— Material to process —
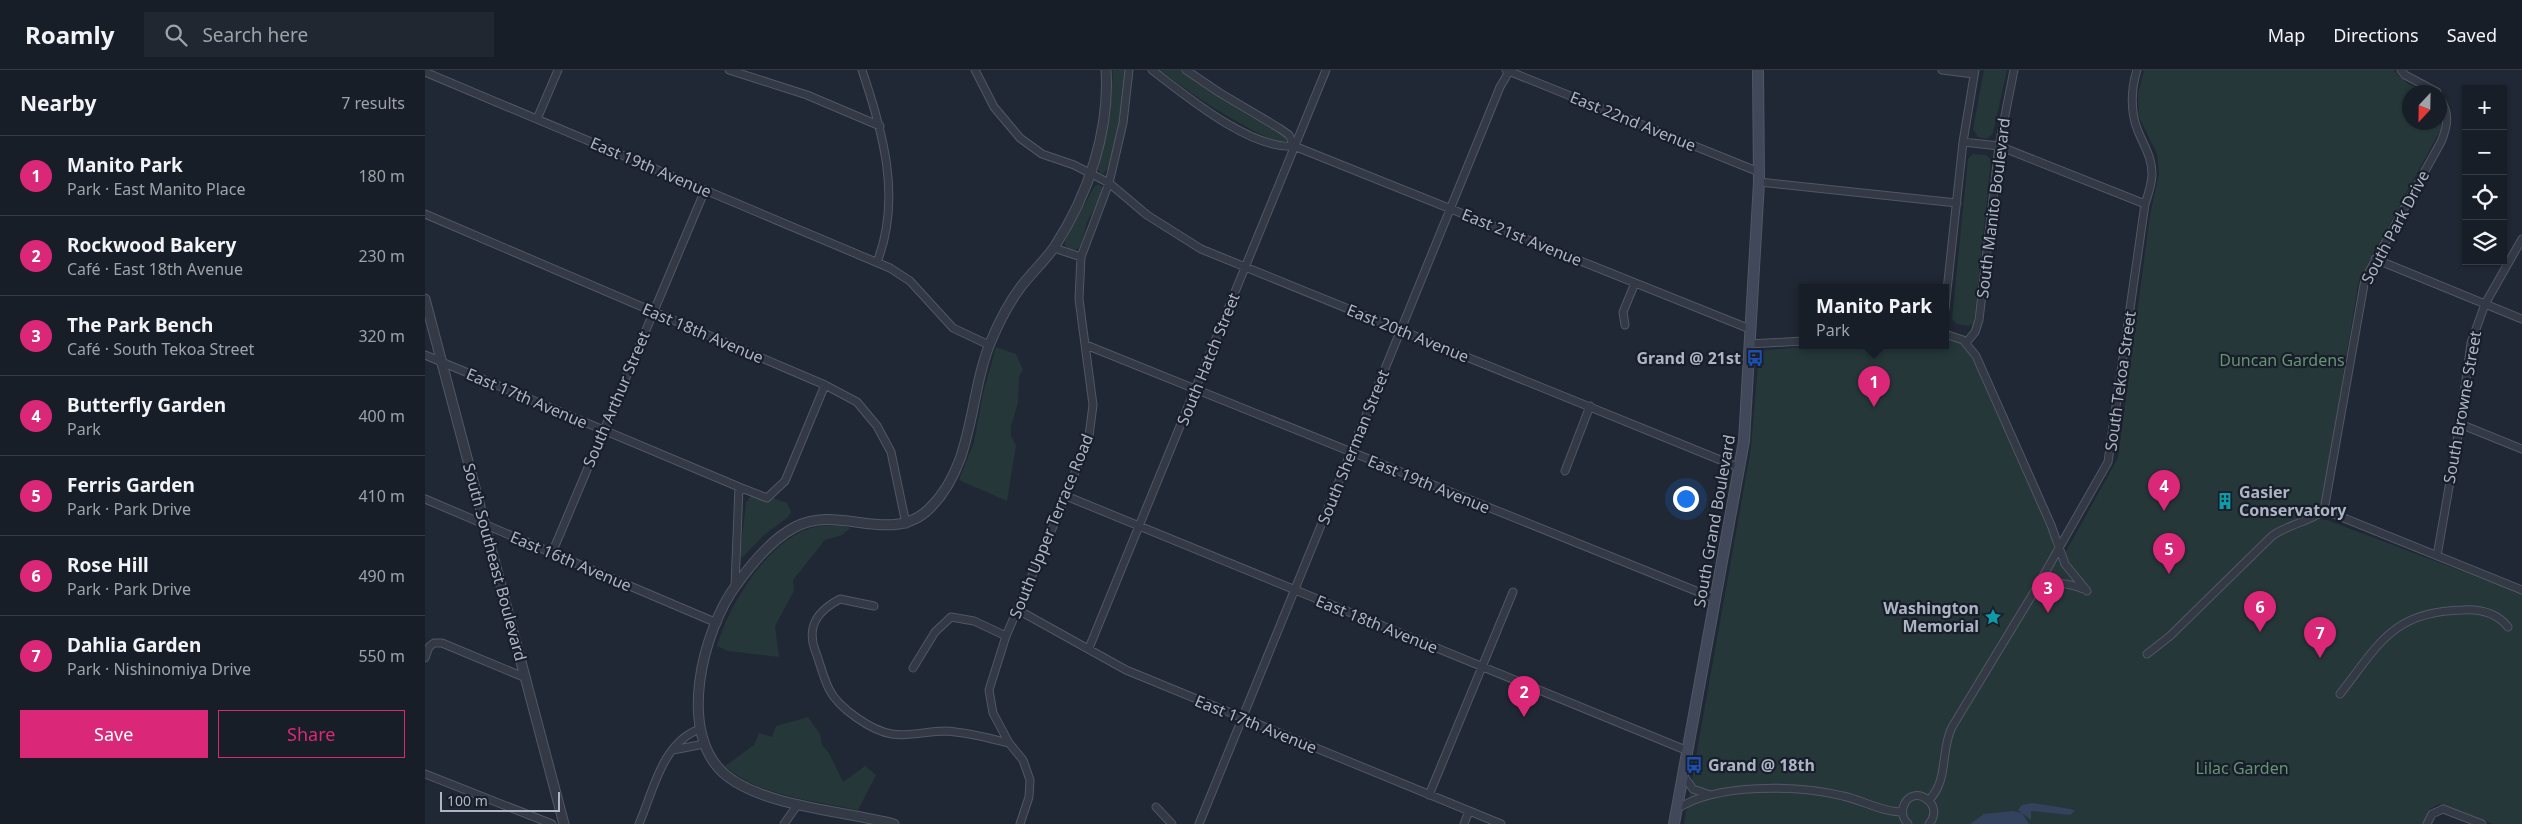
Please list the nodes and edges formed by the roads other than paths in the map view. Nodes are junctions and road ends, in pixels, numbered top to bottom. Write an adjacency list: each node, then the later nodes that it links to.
1 (558, 70): 19 (street)
2 (729, 70): 20 (street)
3 (862, 70): 20 (street)
4 (975, 70): 25 (street, East 20th Avenue)
5 (1106, 70): 25 (street)
6 (1129, 70): 27 (street, South Upper Terrace Road)
7 (1152, 70): 23 (street)
8 (1186, 70): 23 (street)
9 (1326, 70): 23 (street, South Hatch Street)
10 (1508, 70): 26 (street, East 22nd Avenue); 31 (street, South Sherman Street)
11 (1758, 70): 26 (main road, South Grand Boulevard)
12 (1942, 70): 17 (street)
13 (2014, 70): 24 (street, South Manito Boulevard)
14 (2137, 70): 30 (street, South Tekoa Street)
15 (2401, 70): 18 (street)
16 (425, 72): 19 (street, East 19th Avenue)
17 (1974, 72): 22 (street)
18 (2424, 85)
19 (537, 119): 28 (street, East 19th Avenue)
20 (880, 126): 37 (street)
21 (2446, 130): 36 (street, South Park Drive)
22 (1963, 142): 24 (street); 29 (street)
23 (1294, 146): 31 (street, East 21st Avenue); 38 (street, South Hatch Street)
24 (1999, 146): 30 (street); 50 (street, South Manito Boulevard)
25 (1091, 174): 27 (street, East 20th Avenue); 34 (street)
26 (1759, 177): 29 (street, East 22nd Avenue); 46 (main road, South Grand Boulevard)
27 (1109, 183): 35 (street, South Upper Terrace Road); 38 (street, East 20th Avenue)
28 (705, 190): 37 (street, East 19th Avenue); 43 (street, South Arthur Street)
29 (1957, 203): 40 (street)
30 (2145, 204): 72 (street, South Tekoa Street)
31 (1451, 209): 39 (street, East 21st Avenue); 47 (street, South Sherman Street)
32 (425, 214): 43 (street, East 18th Avenue)
33 (2522, 238): 42 (street, South Browne Street)
34 (1054, 248): 35 (street); 52 (street)
35 (1081, 257): 53 (street, South Upper Terrace Road)
36 (2375, 259): 42 (street); 68 (street, South Park Drive)
37 (877, 262): 52 (street, East 19th Avenue)
38 (1245, 268): 47 (street, East 20th Avenue); 57 (street, South Hatch Street)
39 (1635, 283): 45 (street); 46 (street, East 21st Avenue)
40 (1948, 284)
41 (425, 299): 55 (street, South Southeast Boulevard)
42 (2485, 304): 44 (street); 59 (street, South Browne Street)
43 (653, 311): 56 (street, East 18th Avenue); 60 (street, South Arthur Street)
44 (2522, 319)
45 (1625, 325)
46 (1750, 329): 51 (main road, South Grand Boulevard)
47 (1401, 330): 58 (street, East 20th Avenue); 62 (street, South Sherman Street)
48 (1949, 335): 50 (street)
49 (1799, 341): 51 (street)
50 (1966, 343): 72 (street)
51 (1749, 344): 63 (main road, South Grand Boulevard)
52 (989, 345): 69 (street)
53 (1086, 345): 57 (street, East 19th Avenue); 66 (street, South Upper Terrace Road)
54 (425, 355): 55 (street, East 17th Avenue)
55 (441, 362): 60 (street, East 17th Avenue); 70 (street, South Southeast Boulevard)
56 (825, 385): 65 (street, East 17th Avenue); 69 (street, East 18th Avenue)
57 (1197, 389): 62 (street, East 19th Avenue); 71 (street, South Hatch Street)
58 (1590, 406): 63 (street, East 20th Avenue); 64 (street)
59 (2460, 424): 61 (street); 74 (street, South Browne Street)
60 (603, 430): 65 (street, East 17th Avenue); 73 (street, South Arthur Street)
61 (2522, 449)
62 (1351, 453): 76 (street, South Sherman Street); 80 (street, East 19th Avenue)
63 (1740, 468): 80 (main road, South Grand Boulevard)
64 (1565, 471)
65 (739, 487): 75 (street)
66 (1066, 496): 71 (street, East 18th Avenue); 82 (street, South Upper Terrace Road)
67 (425, 500): 70 (street, East 16th Avenue)
68 (2324, 510): 74 (street); 87 (street)
69 (906, 524): 75 (street)
70 (485, 525): 73 (street, East 16th Avenue); 91 (street, South Southeast Boulevard)
71 (1141, 527): 76 (street, East 18th Avenue); 86 (street, South Hatch Street)
72 (2060, 547): 79 (street, South Tekoa Street); 79 (street)
73 (552, 553): 83 (street, East 16th Avenue)
74 (2437, 556): 77 (street)
75 (735, 585): 83 (street)
76 (1295, 590): 89 (street, East 18th Avenue); 93 (street, South Sherman Street)
77 (2522, 590)
78 (1513, 592): 89 (street)
79 (2034, 592): 103 (street, South Tekoa Street)
80 (1716, 599): 97 (main road, South Grand Boulevard)
81 (874, 606): 95 (street)
82 (1018, 610): 85 (street, South Upper Terrace Road); 86 (street, East 17th Avenue)
83 (717, 623): 94 (street)
84 (2507, 627): 92 (street)
85 (1006, 636): 90 (street); 95 (street, South Upper Terrace Road)
86 (1089, 648): 93 (street, East 17th Avenue)
87 (2147, 654)
88 (425, 658): 91 (street)
89 (1481, 667): 97 (street, East 18th Avenue); 101 (street)
90 (913, 668)
91 (526, 678): 110 (street, South Southeast Boulevard)
92 (2340, 694)
93 (1243, 718): 101 (street, East 17th Avenue); 116 (street, South Sherman Street)
94 (699, 729): 96 (street); 98 (street)
95 (1009, 743): 114 (street, South Upper Terrace Road)
96 (704, 744): 98 (street); 104 (street)
97 (1688, 751): 100 (main road, South Grand Boulevard)
98 (671, 752): 111 (street)
99 (425, 774): 109 (street)
100 (1683, 775): 102 (street); 106 (main road, South Grand Boulevard)
101 (1429, 795): 107 (street, East 17th Avenue)
102 (1713, 796): 106 (street); 108 (street)
103 (1929, 800): 108 (street); 121 (street)
104 (798, 804): 112 (street); 113 (street)
105 (1155, 807): 115 (street)
106 (1677, 808): 119 (main road, South Grand Boulevard)
107 (1469, 811): 117 (street); 118 (street, East 17th Avenue)
108 (1902, 812): 120 (street)
109 (552, 824)
110 (564, 824)
111 (639, 824)
112 (784, 824)
113 (894, 824)
114 (1020, 824)
115 (1172, 824)
116 (1199, 824)
117 (1464, 824)
118 (1501, 824)
119 (1674, 824)
120 (1908, 824)
121 (1929, 824)
122 (2427, 824): 123 (street)
123 (2482, 824)

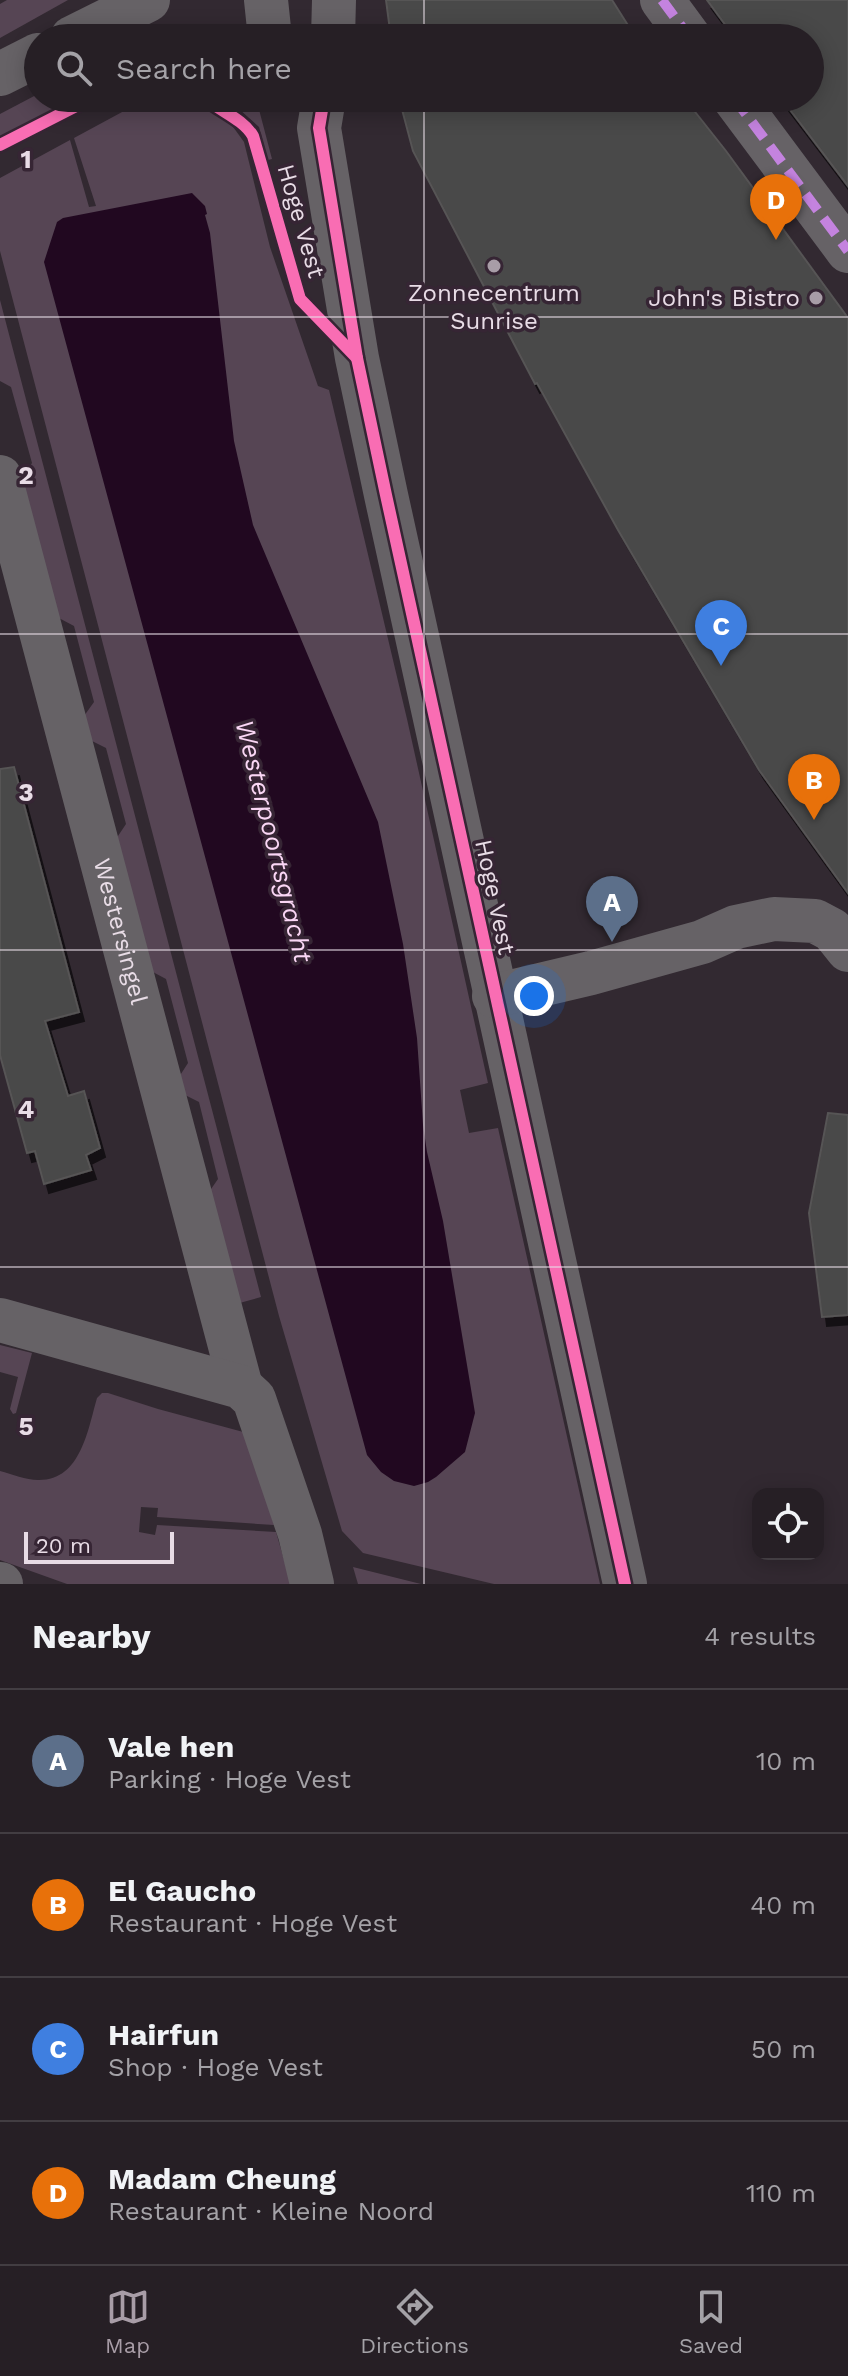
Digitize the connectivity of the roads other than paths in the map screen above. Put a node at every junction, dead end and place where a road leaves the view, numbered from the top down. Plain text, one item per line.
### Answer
1 (148, 0) edge
2 (266, 0) edge
3 (334, 0) edge
4 (662, 0) edge
5 (100, 24) edge
6 (269, 24) edge
7 (333, 24) edge
8 (680, 24) edge
9 (24, 62) edge
10 (0, 74) edge
11 (315, 112) edge
12 (744, 112) edge
13 (848, 251) edge
14 (0, 477) edge
15 (848, 950) edge
16 (494, 996) junction
17 (0, 1320) edge
18 (241, 1387) junction
19 (312, 1584) edge
20 (625, 1584) edge

1 - 5 street
2 - 6 street
3 - 7 street
4 - 8 street
9 - 10 street
11 - 16 street, Hoge Vest
12 - 13 street
14 - 18 street, Westersingel
15 - 16 street
16 - 20 street, Hoge Vest
17 - 18 street
18 - 19 street, Westersingel

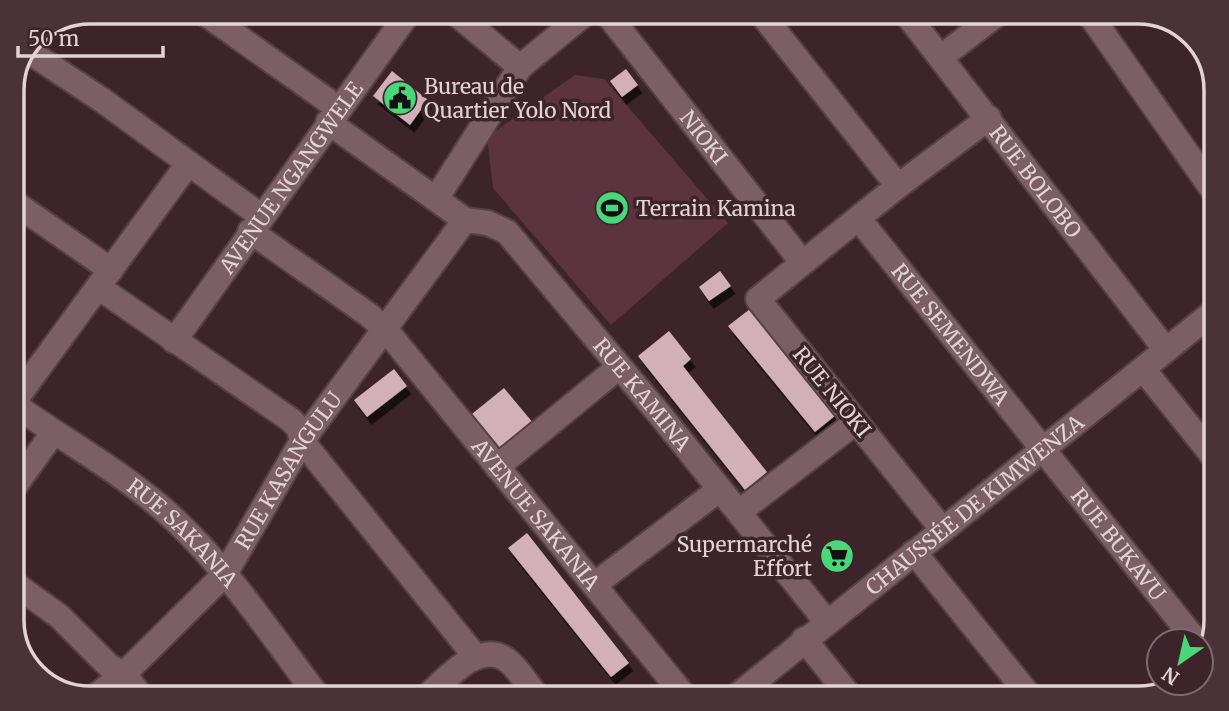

— Requirement —
Once you find the line that contains "Digitize the connectivity", give it again along with every later line through the end of the data, word for word, minus the pictures.

— Expected answer —
Digitize the connectivity of the roads other than paths in the map screen above. Put a node at every junction, dead end and place where a road leaves the view, numbered from the top down. Plain text, one item per line.
### Answer
1 (148, 0) edge
2 (266, 0) edge
3 (334, 0) edge
4 (662, 0) edge
5 (100, 24) edge
6 (269, 24) edge
7 (333, 24) edge
8 (680, 24) edge
9 (24, 62) edge
10 (0, 74) edge
11 (315, 112) edge
12 (744, 112) edge
13 (848, 251) edge
14 (0, 477) edge
15 (848, 950) edge
16 (494, 996) junction
17 (0, 1320) edge
18 (241, 1387) junction
19 (312, 1584) edge
20 (625, 1584) edge

1 - 5 street
2 - 6 street
3 - 7 street
4 - 8 street
9 - 10 street
11 - 16 street, Hoge Vest
12 - 13 street
14 - 18 street, Westersingel
15 - 16 street
16 - 20 street, Hoge Vest
17 - 18 street
18 - 19 street, Westersingel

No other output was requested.